Go through the material below and return each line with the string "Wijaya" in it.

● Information shown:
###

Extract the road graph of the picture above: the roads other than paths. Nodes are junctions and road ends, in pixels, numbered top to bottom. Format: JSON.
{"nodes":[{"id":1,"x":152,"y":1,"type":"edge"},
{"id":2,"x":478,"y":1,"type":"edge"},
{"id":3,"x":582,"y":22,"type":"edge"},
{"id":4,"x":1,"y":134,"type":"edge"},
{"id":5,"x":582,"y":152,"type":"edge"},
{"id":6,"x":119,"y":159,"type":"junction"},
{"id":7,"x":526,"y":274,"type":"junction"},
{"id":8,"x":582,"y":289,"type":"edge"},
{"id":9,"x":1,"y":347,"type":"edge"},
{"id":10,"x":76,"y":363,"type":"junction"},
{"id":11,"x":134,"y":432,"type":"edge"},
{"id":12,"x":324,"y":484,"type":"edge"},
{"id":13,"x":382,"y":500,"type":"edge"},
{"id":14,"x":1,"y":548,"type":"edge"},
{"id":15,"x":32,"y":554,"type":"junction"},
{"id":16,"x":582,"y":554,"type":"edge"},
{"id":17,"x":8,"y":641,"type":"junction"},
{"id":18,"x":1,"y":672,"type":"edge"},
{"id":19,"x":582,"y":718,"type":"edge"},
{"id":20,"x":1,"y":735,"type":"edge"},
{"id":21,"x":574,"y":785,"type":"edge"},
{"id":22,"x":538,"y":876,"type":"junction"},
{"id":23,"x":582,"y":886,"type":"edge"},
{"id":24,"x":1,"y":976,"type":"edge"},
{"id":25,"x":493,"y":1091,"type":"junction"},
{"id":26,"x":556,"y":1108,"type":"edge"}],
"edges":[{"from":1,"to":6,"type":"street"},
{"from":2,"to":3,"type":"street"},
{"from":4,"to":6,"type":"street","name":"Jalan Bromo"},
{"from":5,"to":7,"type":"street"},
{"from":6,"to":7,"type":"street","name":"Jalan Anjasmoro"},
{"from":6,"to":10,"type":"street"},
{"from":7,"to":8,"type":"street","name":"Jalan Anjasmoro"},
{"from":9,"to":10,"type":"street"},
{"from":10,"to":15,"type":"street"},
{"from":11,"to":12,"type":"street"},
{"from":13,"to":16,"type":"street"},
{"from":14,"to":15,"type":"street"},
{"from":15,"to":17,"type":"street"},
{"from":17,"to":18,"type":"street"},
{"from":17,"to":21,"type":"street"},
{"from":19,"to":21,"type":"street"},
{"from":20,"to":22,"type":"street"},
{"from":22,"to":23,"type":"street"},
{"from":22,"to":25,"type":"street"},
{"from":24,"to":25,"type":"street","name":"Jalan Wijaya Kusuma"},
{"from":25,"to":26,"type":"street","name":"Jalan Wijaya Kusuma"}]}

###

● Exercise solution:
{"from":24,"to":25,"type":"street","name":"Jalan Wijaya Kusuma"},
{"from":25,"to":26,"type":"street","name":"Jalan Wijaya Kusuma"}]}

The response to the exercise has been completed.